> [Work to be completed]
Give back each line of the material that contains the word "Avinguda".

> [Data shown]
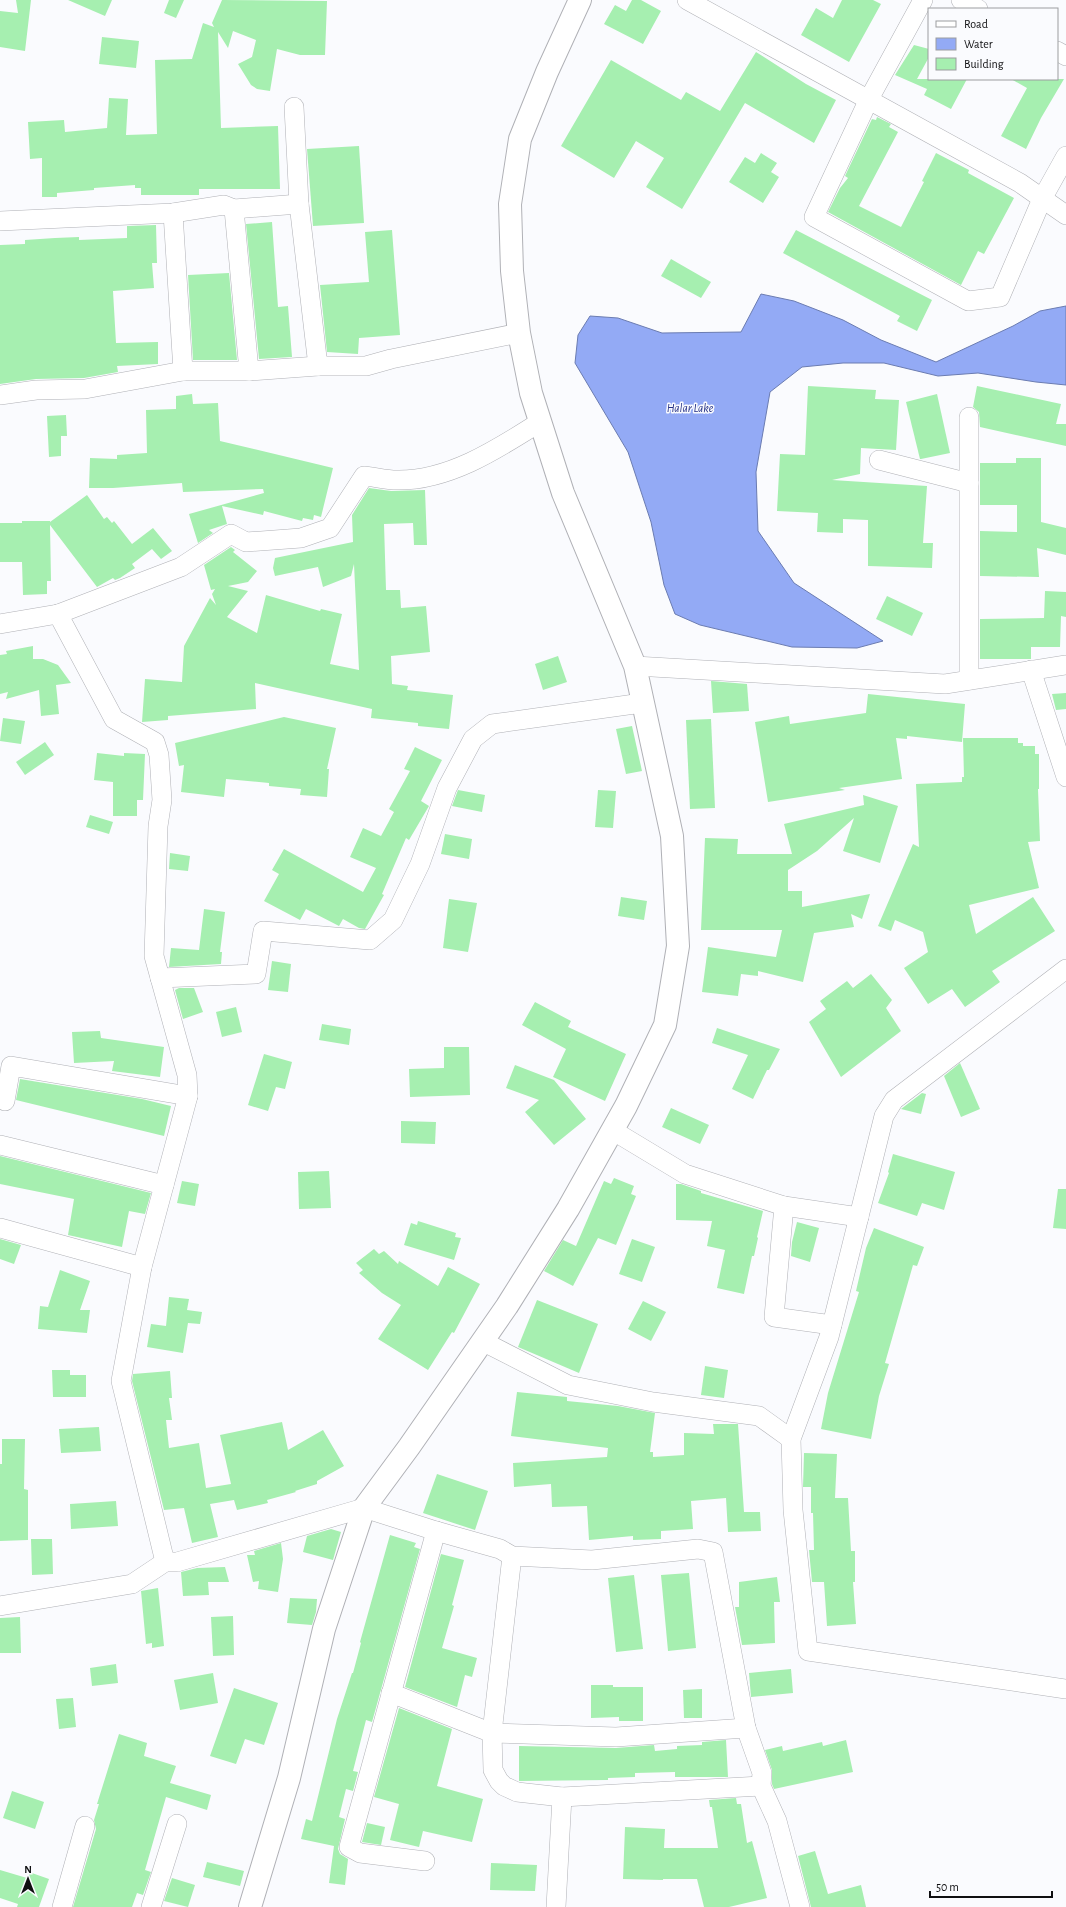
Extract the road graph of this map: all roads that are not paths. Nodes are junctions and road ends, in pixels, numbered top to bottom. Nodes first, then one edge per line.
1 (580, 0) edge
2 (687, 0) edge
3 (923, 0) edge
4 (962, 0) edge
5 (976, 8) edge
6 (869, 99) junction
7 (294, 107) dead end
8 (1066, 156) edge
9 (1042, 199) junction
10 (299, 204) junction
11 (234, 209) junction
12 (173, 213) junction
13 (1066, 215) edge
14 (0, 221) edge
15 (519, 333) junction
16 (318, 366) junction
17 (183, 371) junction
18 (249, 371) junction
19 (0, 395) edge
20 (970, 417) dead end
21 (540, 422) junction
22 (880, 460) dead end
23 (969, 483) junction
24 (58, 614) junction
25 (0, 624) edge
26 (1066, 665) edge
27 (634, 666) junction
28 (1031, 670) junction
29 (969, 680) junction
30 (642, 703) junction
31 (1066, 777) edge
32 (1066, 969) edge
33 (160, 978) junction
34 (188, 1096) junction
35 (5, 1101) dead end
36 (612, 1130) junction
37 (0, 1145) edge
38 (164, 1185) junction
39 (784, 1206) junction
40 (859, 1217) junction
41 (0, 1228) edge
42 (142, 1267) junction
43 (832, 1325) junction
44 (482, 1342) junction
45 (791, 1439) junction
46 (364, 1508) junction
47 (436, 1531) junction
48 (512, 1556) junction
49 (165, 1562) junction
50 (0, 1606) edge
51 (1066, 1689) edge
52 (391, 1693) junction
53 (746, 1728) junction
54 (492, 1733) junction
55 (761, 1786) junction
56 (562, 1797) junction
57 (177, 1824) dead end
58 (85, 1826) dead end
59 (425, 1861) dead end
60 (62, 1907) edge
61 (151, 1907) edge
62 (250, 1907) edge
63 (556, 1907) edge
64 (800, 1907) edge

1 - 15 street
2 - 6 street
3 - 6 street
4 - 5 street
6 - 9 street
6 - 9 street
7 - 10 street
8 - 9 street
9 - 13 street
10 - 11 street
10 - 16 street
11 - 12 street
11 - 18 street
12 - 14 street
12 - 17 street
15 - 16 street
15 - 21 street
16 - 18 street
17 - 18 street
17 - 19 street
20 - 23 street
21 - 24 street
21 - 27 street
22 - 23 street
23 - 29 street
24 - 25 street
24 - 33 street
26 - 28 street
27 - 29 street
27 - 30 street
28 - 29 street
28 - 31 street
30 - 33 street
30 - 36 street
32 - 40 street
33 - 34 street
34 - 35 street
34 - 38 street
36 - 39 street
36 - 44 street
37 - 38 street
38 - 42 street
39 - 40 street
39 - 43 street
40 - 43 street
41 - 42 street
42 - 49 street
43 - 45 street
44 - 45 street
44 - 46 street
45 - 51 street
46 - 47 street
46 - 49 street
46 - 62 street
47 - 48 street
47 - 52 street
48 - 53 street
48 - 54 street
49 - 50 street
52 - 54 street
52 - 59 street
53 - 54 street
53 - 55 street
54 - 56 street
55 - 56 street
55 - 64 street
56 - 63 street
57 - 61 street
58 - 60 street

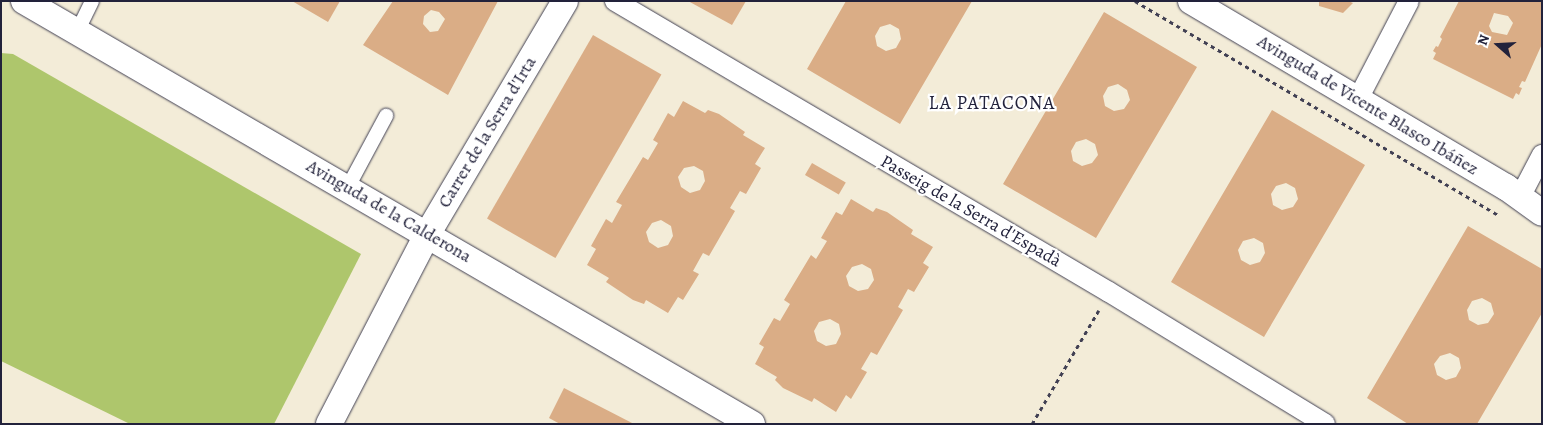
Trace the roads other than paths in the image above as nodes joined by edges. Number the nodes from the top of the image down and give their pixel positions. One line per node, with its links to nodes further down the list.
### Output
1 (24, 1): 7 (street, Avinguda de la Calderona)
2 (92, 1): 7 (lane)
3 (564, 1): 14 (street, Carrer de la Serra d'Irta)
4 (615, 1): 17 (street, Passeig de la Serra d'Espadà)
5 (1409, 1): 8 (street)
6 (1193, 2): 8 (street, Avinguda de Vicente Blasco Ibáñez)
7 (77, 32): 11 (street, Avinguda de la Calderona)
8 (1358, 99): 12 (street, Avinguda de Vicente Blasco Ibáñez)
9 (386, 116): 11 (lane)
10 (1542, 155): 12 (street)
11 (348, 187): 14 (street, Avinguda de la Calderona)
12 (1509, 208): 13 (street, Avinguda de Vicente Blasco Ibáñez)
13 (1542, 213)
14 (428, 233): 15 (street, Carrer de la Serra d'Irta); 16 (street, Avinguda de la Calderona)
15 (329, 424)
16 (752, 424)
17 (1325, 424)

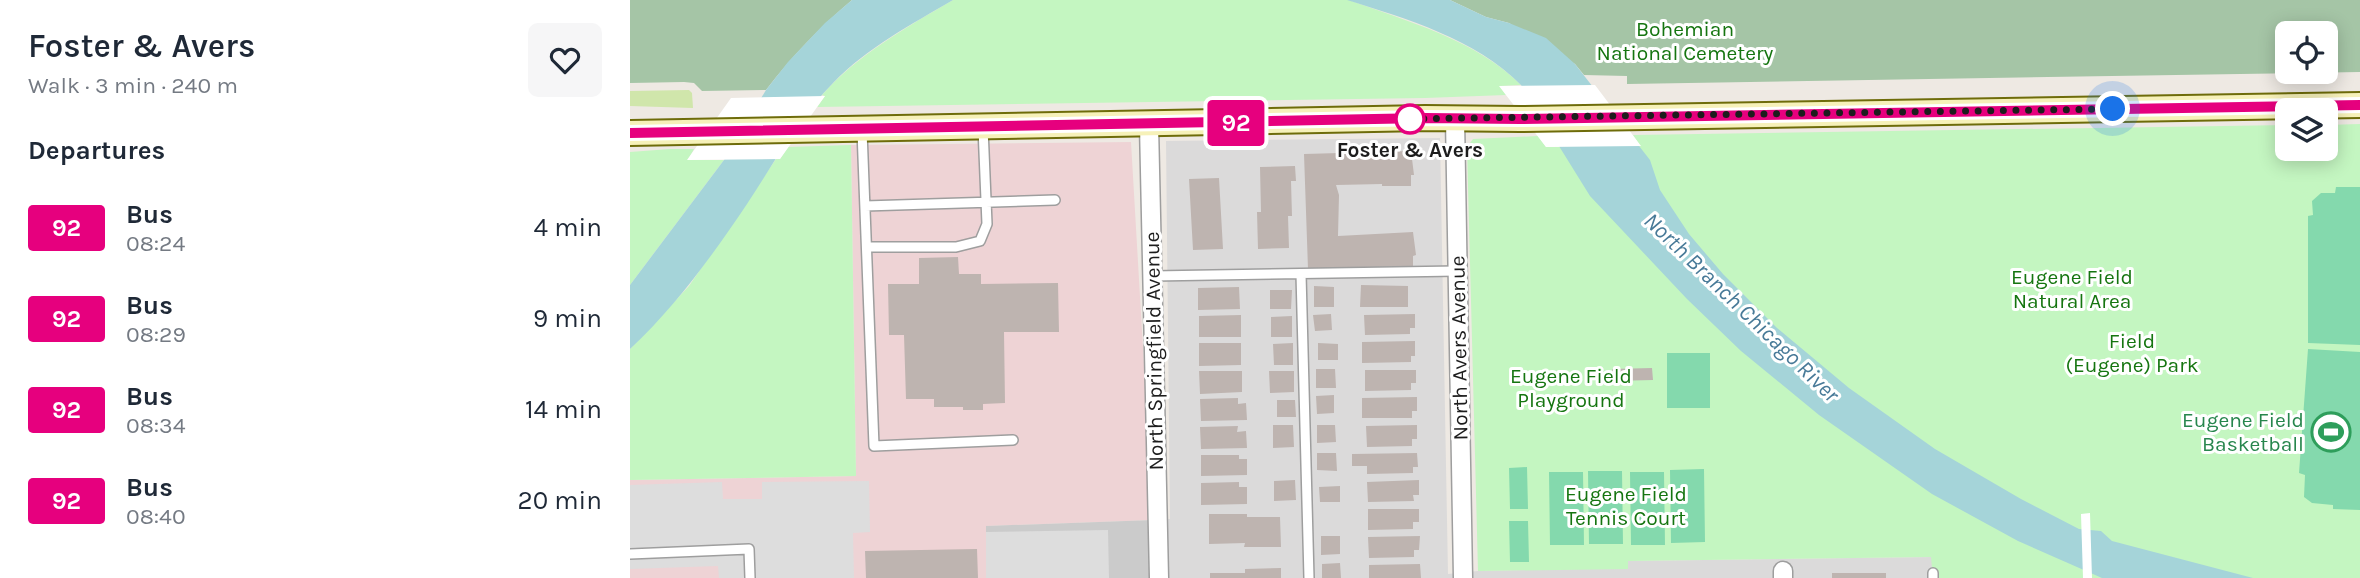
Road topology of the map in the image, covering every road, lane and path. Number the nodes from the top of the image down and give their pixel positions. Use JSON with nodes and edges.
{"nodes":[{"id":1,"x":2360,"y":105,"type":"edge"},
{"id":2,"x":1455,"y":119,"type":"junction"},
{"id":3,"x":1149,"y":125,"type":"junction"},
{"id":4,"x":983,"y":128,"type":"junction"},
{"id":5,"x":861,"y":129,"type":"junction"},
{"id":6,"x":630,"y":133,"type":"edge"},
{"id":7,"x":1055,"y":200,"type":"dead end"},
{"id":8,"x":986,"y":201,"type":"junction"},
{"id":9,"x":865,"y":206,"type":"junction"},
{"id":10,"x":867,"y":247,"type":"junction"},
{"id":11,"x":1457,"y":271,"type":"junction"},
{"id":12,"x":1301,"y":274,"type":"junction"},
{"id":13,"x":1153,"y":276,"type":"junction"},
{"id":14,"x":1013,"y":440,"type":"dead end"},
{"id":15,"x":630,"y":554,"type":"edge"},
{"id":16,"x":750,"y":578,"type":"edge"},
{"id":17,"x":1159,"y":578,"type":"edge"},
{"id":18,"x":1309,"y":578,"type":"edge"},
{"id":19,"x":1463,"y":578,"type":"edge"}],
"edges":[{"from":1,"to":2,"type":"main road"},
{"from":2,"to":3,"type":"main road"},
{"from":2,"to":11,"type":"street","name":"North Avers Avenue"},
{"from":3,"to":4,"type":"main road"},
{"from":3,"to":13,"type":"street","name":"North Springfield Avenue"},
{"from":4,"to":5,"type":"main road"},
{"from":4,"to":8,"type":"lane"},
{"from":5,"to":6,"type":"main road"},
{"from":5,"to":9,"type":"lane"},
{"from":7,"to":8,"type":"lane"},
{"from":8,"to":9,"type":"lane"},
{"from":8,"to":10,"type":"lane"},
{"from":9,"to":10,"type":"lane"},
{"from":10,"to":14,"type":"lane"},
{"from":11,"to":12,"type":"lane"},
{"from":11,"to":19,"type":"street","name":"North Avers Avenue"},
{"from":12,"to":13,"type":"lane"},
{"from":12,"to":18,"type":"lane"},
{"from":13,"to":17,"type":"street","name":"North Springfield Avenue"},
{"from":15,"to":16,"type":"lane"}]}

> [Exercise answer]
1 (24, 1): 7 (street, Avinguda de la Calderona)
6 (1193, 2): 8 (street, Avinguda de Vicente Blasco Ibáñez)
7 (77, 32): 11 (street, Avinguda de la Calderona)
8 (1358, 99): 12 (street, Avinguda de Vicente Blasco Ibáñez)
11 (348, 187): 14 (street, Avinguda de la Calderona)
12 (1509, 208): 13 (street, Avinguda de Vicente Blasco Ibáñez)
14 (428, 233): 15 (street, Carrer de la Serra d'Irta); 16 (street, Avinguda de la Calderona)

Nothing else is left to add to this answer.